» **ABOUT THIS TASK**
For every entry below, give it back exactly and leave out any image.

» **DATA RECORDS**
BEGIN

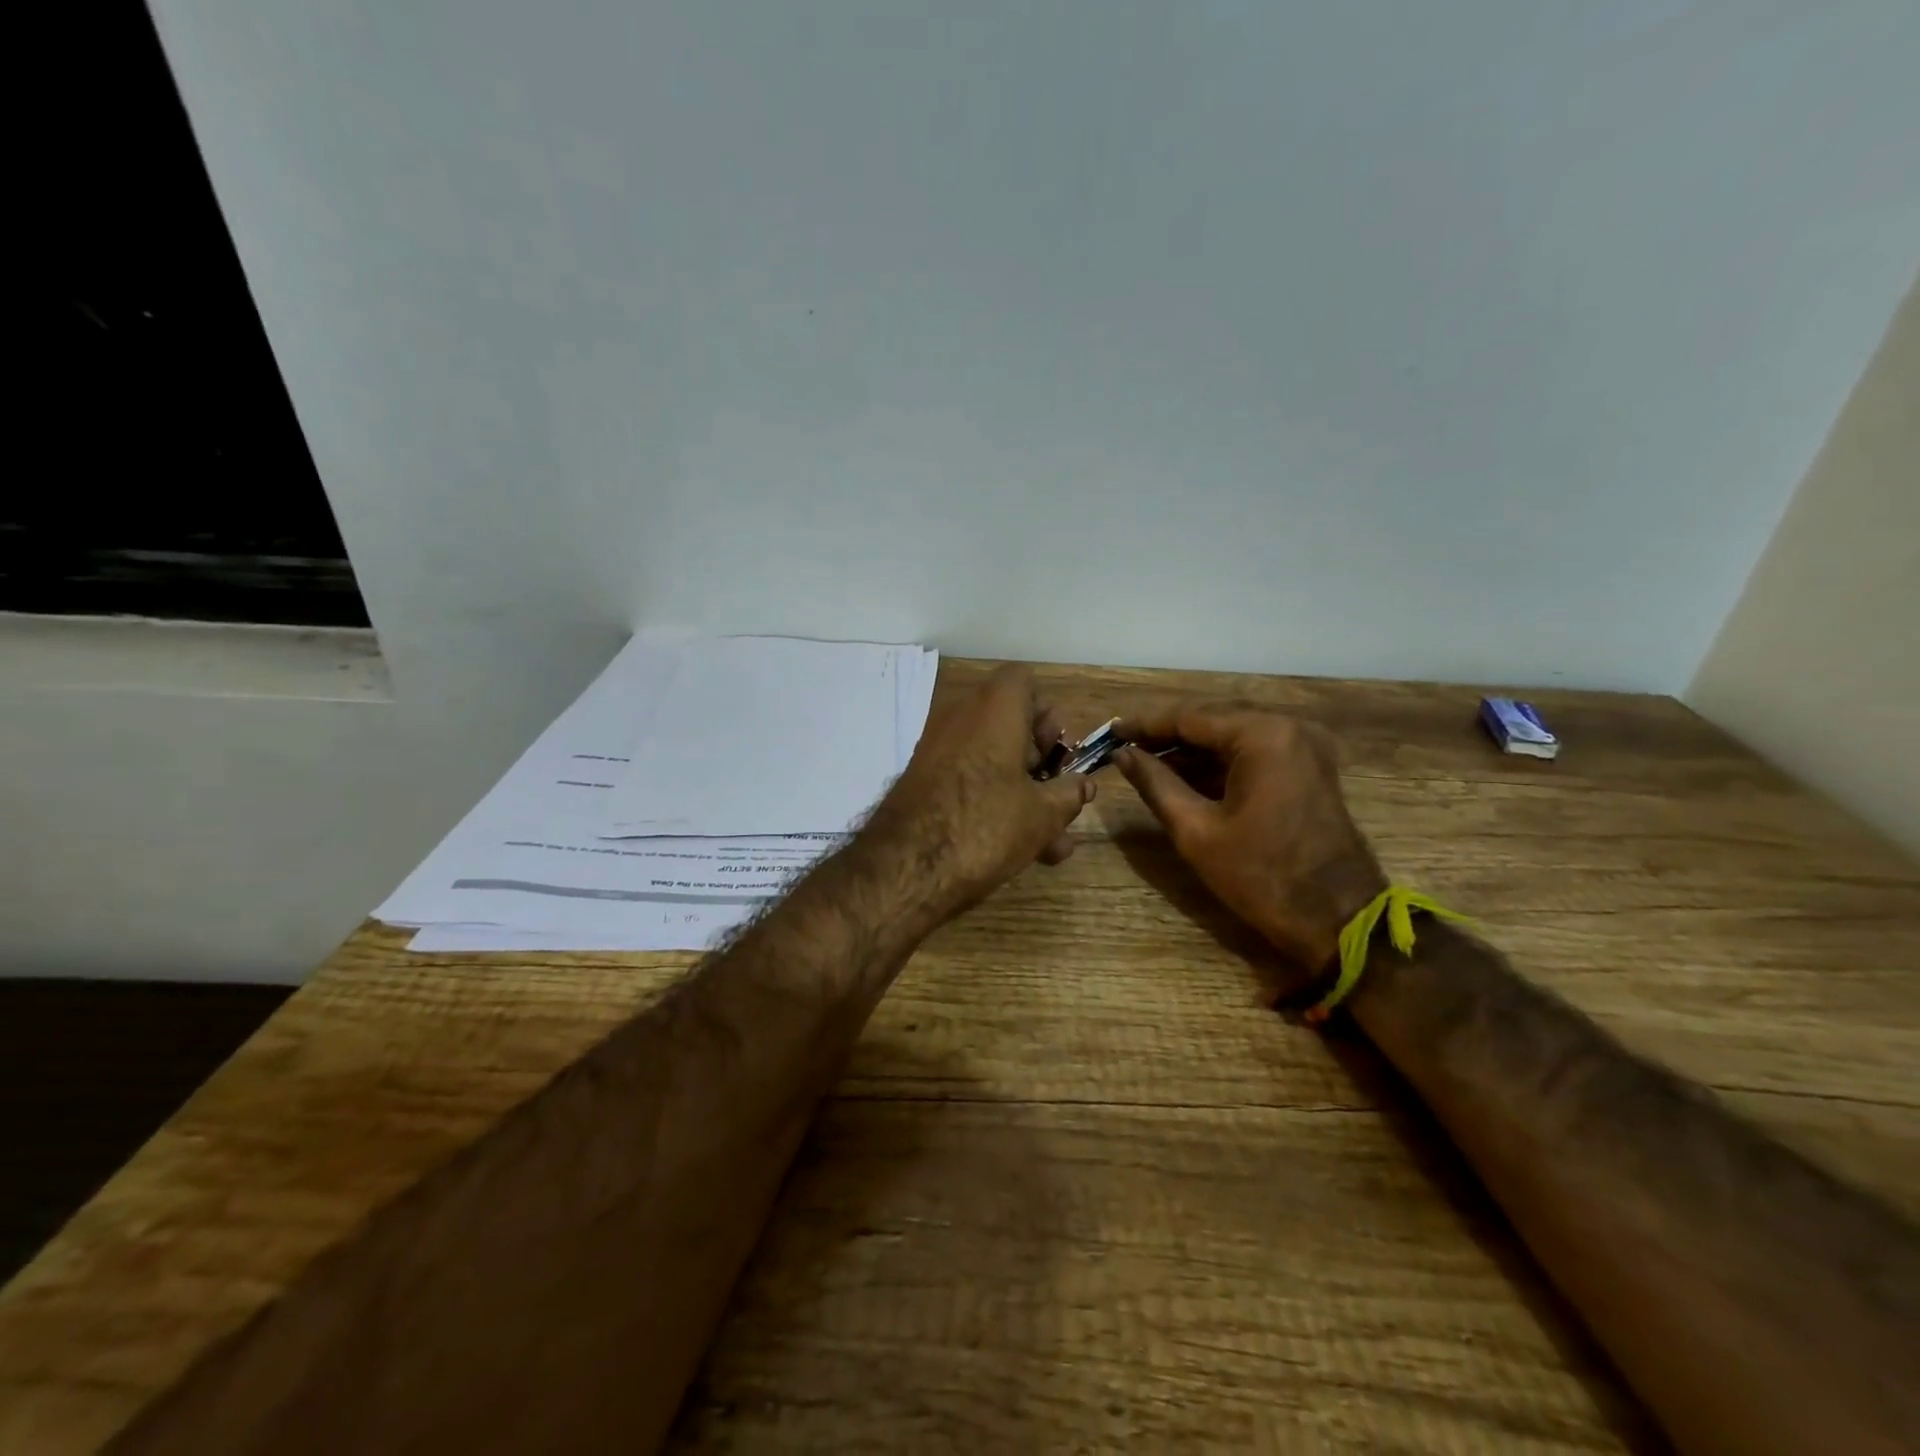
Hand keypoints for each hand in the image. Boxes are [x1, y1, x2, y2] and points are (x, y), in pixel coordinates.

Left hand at [865, 665, 1096, 923]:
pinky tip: (1018, 848)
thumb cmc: (985, 826)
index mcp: (993, 708)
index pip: (1024, 683)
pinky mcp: (921, 779)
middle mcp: (960, 716)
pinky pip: (968, 779)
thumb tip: (1084, 785)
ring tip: (1052, 844)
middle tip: (1057, 800)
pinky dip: (992, 801)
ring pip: (991, 760)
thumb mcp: (1041, 815)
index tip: (1057, 756)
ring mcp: (935, 748)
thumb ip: (1069, 795)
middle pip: (1009, 724)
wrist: (904, 867)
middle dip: (1041, 765)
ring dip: (1023, 794)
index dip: (1047, 716)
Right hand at [1114, 702, 1385, 974]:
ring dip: (1192, 751)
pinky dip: (1219, 763)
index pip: (1190, 718)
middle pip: (1212, 721)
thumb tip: (1123, 755)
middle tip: (1124, 749)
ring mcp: (1304, 746)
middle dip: (1167, 736)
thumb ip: (1155, 783)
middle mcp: (1288, 727)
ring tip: (1146, 764)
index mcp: (1262, 735)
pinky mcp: (1309, 767)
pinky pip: (1254, 753)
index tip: (1110, 732)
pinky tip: (1185, 776)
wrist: (1339, 920)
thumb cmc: (1261, 877)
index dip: (1145, 726)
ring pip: (1232, 737)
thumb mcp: (1196, 830)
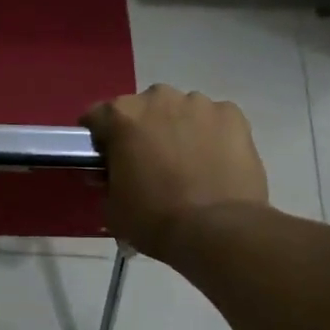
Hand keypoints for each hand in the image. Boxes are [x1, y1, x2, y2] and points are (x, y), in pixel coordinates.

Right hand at [81, 85, 269, 259]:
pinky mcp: (233, 115)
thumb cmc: (153, 219)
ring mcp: (199, 104)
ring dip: (177, 129)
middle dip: (142, 129)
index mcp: (122, 116)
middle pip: (142, 108)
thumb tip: (113, 174)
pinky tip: (214, 162)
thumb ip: (107, 180)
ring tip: (186, 163)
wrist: (216, 230)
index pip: (97, 117)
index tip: (106, 159)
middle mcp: (159, 99)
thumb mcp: (111, 206)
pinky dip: (211, 135)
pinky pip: (214, 120)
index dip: (99, 140)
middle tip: (148, 162)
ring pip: (181, 111)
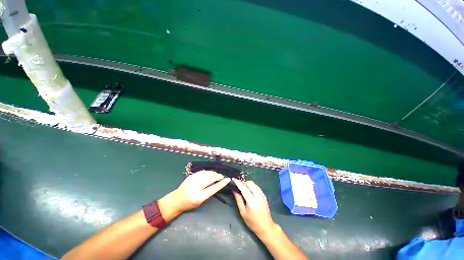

END

» **YOUR RESPONSE**
Hand keypoints for each hand in the image. Boxes are [x1, y1, x2, y2] and points are (x, y), in pixel coordinates.

Left hand at [865, 665, 1096, 923]:
pinky tip: (1018, 848)
thumb cmc: (985, 826)
index mcp: (993, 708)
index pip: (1024, 683)
pinky mcp: (921, 779)
middle mcp: (960, 716)
pinky pip: (968, 779)
thumb tip: (1084, 785)
ring tip: (1052, 844)
middle tip: (1057, 800)
pinky dip: (992, 801)
ring pip: (991, 760)
thumb mcp: (1041, 815)
index tip: (1057, 756)
ring mcp: (935, 748)
thumb ip: (1069, 795)
middle pip: (1009, 724)
wrist: (904, 867)
middle dip: (1041, 765)
ring dip: (1023, 794)
index dip: (1047, 716)
Right hand at [1114, 702, 1385, 974]:
ring dip: (1192, 751)
pinky dip: (1219, 763)
index pip: (1190, 718)
middle pip: (1212, 721)
thumb tip: (1123, 755)
middle tip: (1124, 749)
ring mcp: (1304, 746)
middle dip: (1167, 736)
thumb ip: (1155, 783)
middle mcp: (1288, 727)
ring tip: (1146, 764)
index mcp: (1262, 735)
pinky mcp: (1309, 767)
pinky pip: (1254, 753)
index tip: (1110, 732)
pinky tip: (1185, 776)
wrist: (1339, 920)
thumb cmc: (1261, 877)
index dip: (1145, 726)
ring pip: (1232, 737)
thumb mcp: (1196, 830)
Hand keypoints for each hand in the image. Boxes are [x1, y1, x2, y2] and points are (x, y), in pixel coordinates.

Right hand at [81, 85, 269, 259]:
pinky mcp: (233, 115)
thumb cmc: (153, 219)
ring mcp: (199, 104)
ring dip: (177, 129)
middle dip: (142, 129)
index mcp: (122, 116)
middle pip: (142, 108)
thumb tip: (113, 174)
pinky tip: (214, 162)
thumb ip: (107, 180)
ring tip: (186, 163)
wrist: (216, 230)
index pip: (97, 117)
index tip: (106, 159)
middle mcp: (159, 99)
thumb mcp: (111, 206)
pinky dip: (211, 135)
pinky pip: (214, 120)
index dip: (99, 140)
middle tip: (148, 162)
ring pip: (181, 111)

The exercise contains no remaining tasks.